“Michael was twenty-one, handsome, polite, tall, and mild-mannered. His eyes, like those of his mother, were clear and white. But while Carolyn Goodson's eyes were vulnerable, Michael's eyes showed determination. When he directed his eyes, it was as though Michael held out two white lights, unblinking, focused, adamant.”
So how is this prose bad? Mwah ha ha—in so many ways. Not even delving into our interviewer’s strangely erotic undertone, the basic flaws are 1) substituting the subjective for the factual, 2) using the wrong terms and 3) sloppy metaphors.
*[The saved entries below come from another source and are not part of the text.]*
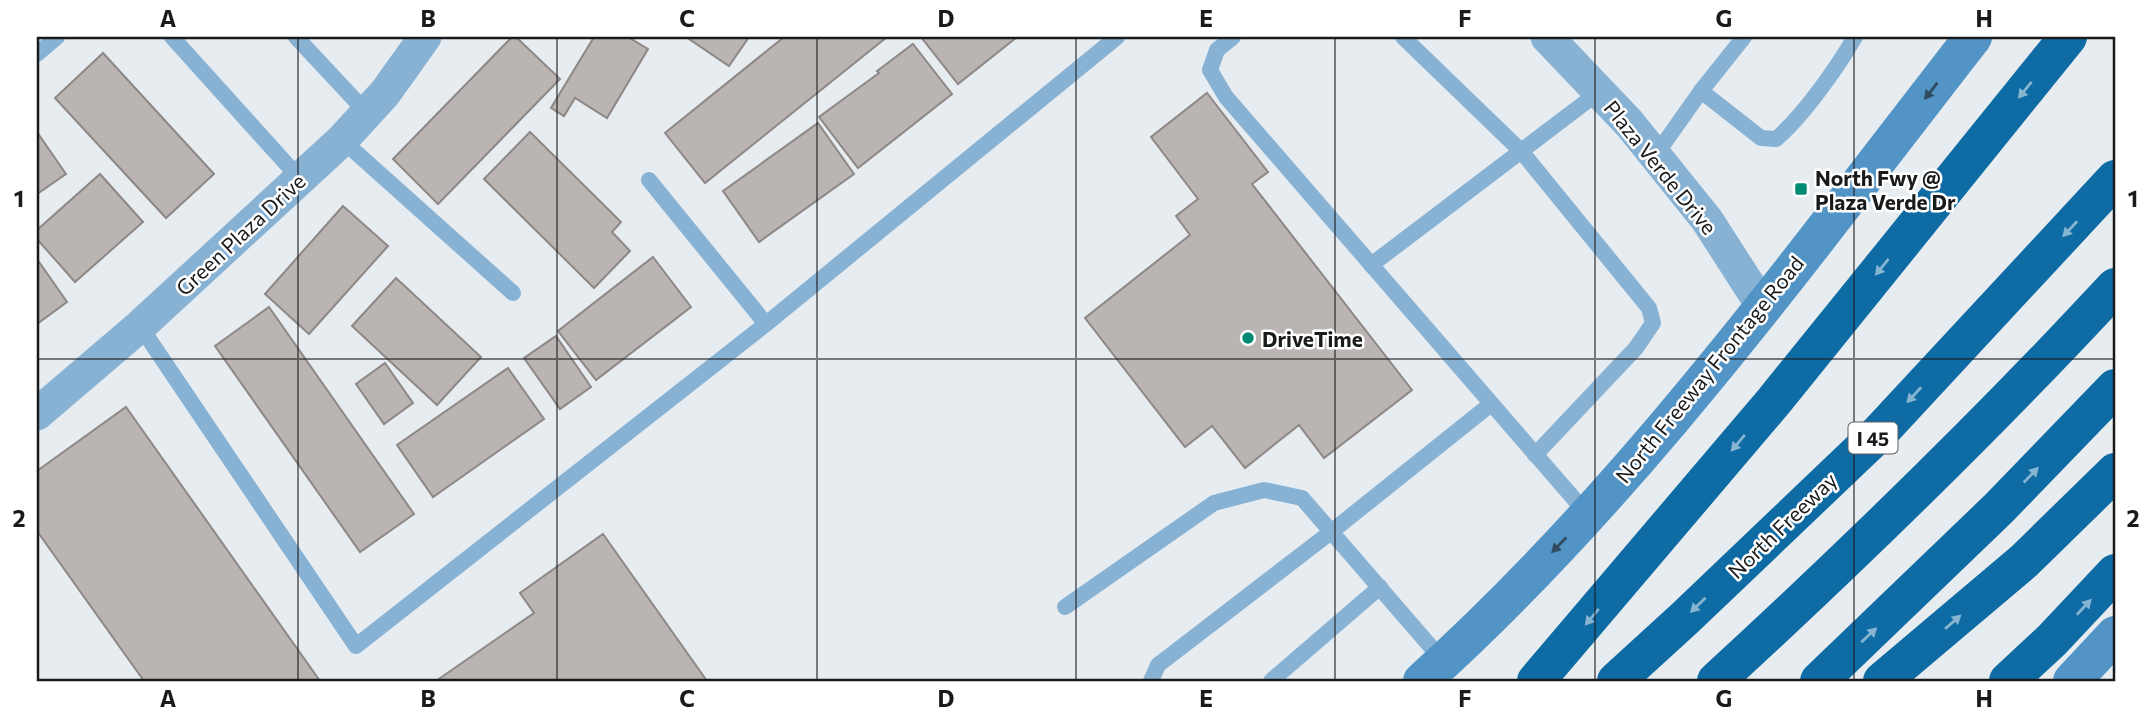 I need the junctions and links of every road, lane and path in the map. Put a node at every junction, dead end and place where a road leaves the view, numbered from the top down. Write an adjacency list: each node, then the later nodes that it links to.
1 (57, 37): 13 (lane)
2 (172, 37): 20 (lane)
3 (296, 37): 16 (lane)
4 (425, 37): 16 (street, Green Plaza Drive)
5 (1117, 37): 27 (lane)
6 (1233, 37): 23 (lane)
7 (1403, 37): 18 (lane)
8 (1744, 37): 14 (lane)
9 (1855, 37): 14 (lane)
10 (1973, 37): 26 (main road, North Freeway Frontage Road, one-way to 26)
11 (2068, 37): 43 (highway, one-way to 43)
12 (1550, 38): 15 (street, Plaza Verde Drive)
13 (37, 54)
14 (1701, 91): 19 (lane)
15 (1599, 92): 18 (lane); 19 (street, Plaza Verde Drive)
16 (367, 113): 17 (street, Green Plaza Drive)
17 (342, 140): 20 (street, Green Plaza Drive); 25 (lane)
18 (1521, 151): 23 (lane); 32 (lane)
19 (1655, 156): 26 (street, Plaza Verde Drive)
20 (300, 178): 28 (street, Green Plaza Drive)
21 (2115, 178): 44 (highway, North Freeway / I 45, one-way to 44)
22 (649, 180): 27 (lane)
23 (1371, 265): 30 (lane)
24 (2115, 286): 45 (highway)
25 (513, 293)
26 (1763, 307): 34 (main road, North Freeway Frontage Road)
27 (766, 324): 28 (lane)
28 (140, 326): 31 (street, Green Plaza Drive)
29 (2115, 388): 46 (highway, one-way to 29)
30 (1491, 404): 32 (lane); 35 (lane)
31 (37, 414)
32 (1535, 455): 34 (lane)
33 (2115, 472): 47 (highway, one-way to 33)
34 (1588, 514): 40 (main road, North Freeway Frontage Road, one-way to 40)
35 (1331, 532): 37 (lane); 38 (lane); 41 (lane)
36 (2115, 573): 48 (highway, one-way to 36)
37 (1380, 587): 40 (lane); 42 (lane)
38 (1065, 607)
39 (2115, 635): 49 (main road)
40 (1433, 671)
41 (1151, 681)
42 (1271, 681)
43 (1536, 681)
44 (1616, 681)
45 (1716, 681)
46 (1819, 681)
47 (1882, 681)
48 (2008, 681)
49 (2072, 681)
Let’s start with no. 1, declarative substitution. The first sentence starts out factual—Michael is 21. But he only seems handsome, polite, etc. Fussy? Nuh uh—all flaws flow from this first error. Bringing us to no. 2, wrong terms. “Goodson’s eyes were vulnerable…” No doubt! Mine hurt too when you poke them. Eyes can dilate or go cloudy—the rest is expression conveyed by facial muscles. But let’s accept switching the trope eyes for facial subtleties, and move on to no. 3—whoa! These anthropomorphic eyeballs are Disney worthy. They strike bullfighter poses (“show determination”), are from zombie statues (“white…unblinking”) or cavefish (“clear”) and prance around under glaucomaic klieg lights while being “directed” by some Speilberg in a floppy beret. Mr. Ball is interviewing a family of zombie actor cavefish statue eyeballs. Let’s edit him:
“Michael was 21 and seemed one polite hunk. His gaze held mine in hot stasis. He talked smack with his shy mom, his eyes flashing like razors at a Delta blues fest.”
Just as creepy sexy—but it don’t bore you.